» Work to be completed
Each entry that follows is to be duplicated exactly, without its images.

Items listed in a dataset:
====

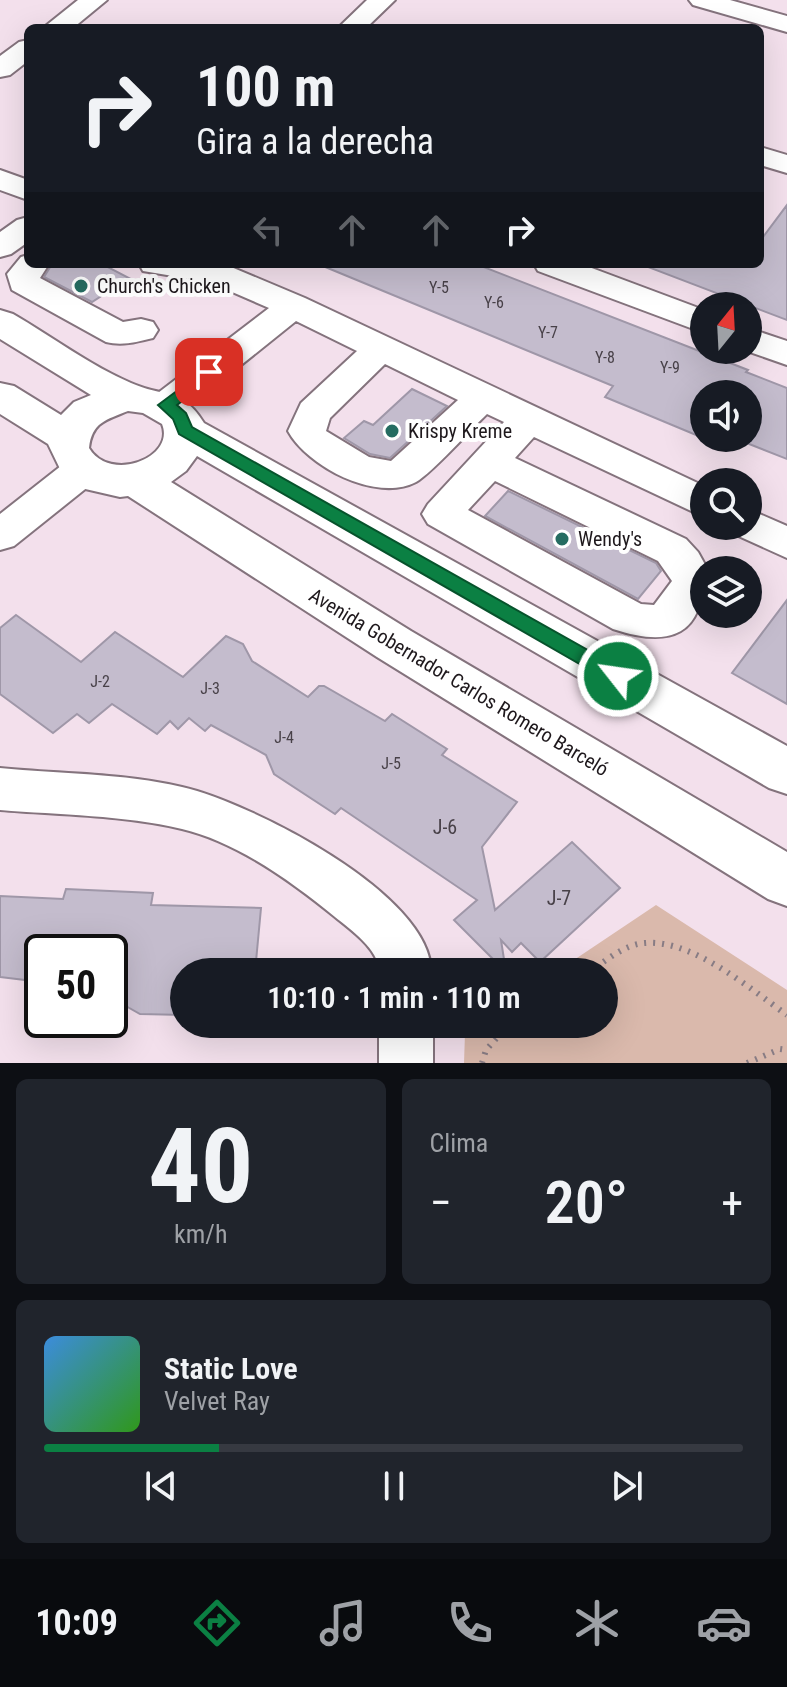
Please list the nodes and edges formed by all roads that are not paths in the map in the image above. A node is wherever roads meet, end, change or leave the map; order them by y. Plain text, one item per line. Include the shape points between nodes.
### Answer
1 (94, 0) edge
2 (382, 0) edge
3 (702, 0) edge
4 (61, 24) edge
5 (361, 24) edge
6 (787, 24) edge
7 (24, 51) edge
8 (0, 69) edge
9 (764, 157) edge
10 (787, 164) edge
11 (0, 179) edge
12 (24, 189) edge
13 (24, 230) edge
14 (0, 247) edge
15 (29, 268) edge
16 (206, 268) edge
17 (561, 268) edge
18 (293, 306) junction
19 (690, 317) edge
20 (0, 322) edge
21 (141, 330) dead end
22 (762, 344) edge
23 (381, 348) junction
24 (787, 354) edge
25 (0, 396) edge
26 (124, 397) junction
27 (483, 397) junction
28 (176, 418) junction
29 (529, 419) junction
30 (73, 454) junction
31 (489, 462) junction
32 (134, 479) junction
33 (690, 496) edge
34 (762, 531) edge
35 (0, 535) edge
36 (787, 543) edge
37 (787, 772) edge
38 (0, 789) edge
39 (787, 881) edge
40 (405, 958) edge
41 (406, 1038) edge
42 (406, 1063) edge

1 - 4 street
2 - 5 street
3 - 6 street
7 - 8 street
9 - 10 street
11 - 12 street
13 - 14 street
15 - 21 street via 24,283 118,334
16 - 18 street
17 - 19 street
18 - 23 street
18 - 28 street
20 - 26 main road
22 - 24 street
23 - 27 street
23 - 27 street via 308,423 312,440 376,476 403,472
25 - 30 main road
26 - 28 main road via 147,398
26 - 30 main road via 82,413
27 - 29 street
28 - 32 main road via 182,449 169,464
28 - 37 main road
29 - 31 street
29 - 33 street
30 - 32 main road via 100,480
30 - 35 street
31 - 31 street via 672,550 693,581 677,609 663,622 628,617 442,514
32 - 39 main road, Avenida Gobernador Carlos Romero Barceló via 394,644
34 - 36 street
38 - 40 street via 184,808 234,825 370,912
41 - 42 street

====

» Worked solution
Please list the nodes and edges formed by all roads that are not paths in the map in the image above. A node is wherever roads meet, end, change or leave the map; order them by y. Plain text, one item per line. Include the shape points between nodes.
### Answer
1 (94, 0) edge
2 (382, 0) edge
3 (702, 0) edge
4 (61, 24) edge
5 (361, 24) edge
6 (787, 24) edge
7 (24, 51) edge
8 (0, 69) edge
9 (764, 157) edge
10 (787, 164) edge
11 (0, 179) edge
12 (24, 189) edge
13 (24, 230) edge
14 (0, 247) edge
15 (29, 268) edge
16 (206, 268) edge
17 (561, 268) edge
18 (293, 306) junction
19 (690, 317) edge
20 (0, 322) edge
21 (141, 330) dead end
22 (762, 344) edge
23 (381, 348) junction
24 (787, 354) edge
25 (0, 396) edge
26 (124, 397) junction
27 (483, 397) junction
28 (176, 418) junction
29 (529, 419) junction
30 (73, 454) junction
31 (489, 462) junction
32 (134, 479) junction
33 (690, 496) edge
34 (762, 531) edge
35 (0, 535) edge
36 (787, 543) edge
37 (787, 772) edge
38 (0, 789) edge
39 (787, 881) edge
40 (405, 958) edge
41 (406, 1038) edge
42 (406, 1063) edge

1 - 4 street
2 - 5 street
3 - 6 street
7 - 8 street
9 - 10 street
11 - 12 street
13 - 14 street
15 - 21 street via 24,283 118,334
16 - 18 street
17 - 19 street
18 - 23 street
18 - 28 street
20 - 26 main road
22 - 24 street
23 - 27 street
23 - 27 street via 308,423 312,440 376,476 403,472
25 - 30 main road
26 - 28 main road via 147,398
26 - 30 main road via 82,413
27 - 29 street
28 - 32 main road via 182,449 169,464
28 - 37 main road
29 - 31 street
29 - 33 street
30 - 32 main road via 100,480
30 - 35 street
31 - 31 street via 672,550 693,581 677,609 663,622 628,617 442,514
32 - 39 main road, Avenida Gobernador Carlos Romero Barceló via 394,644
34 - 36 street
38 - 40 street via 184,808 234,825 370,912
41 - 42 street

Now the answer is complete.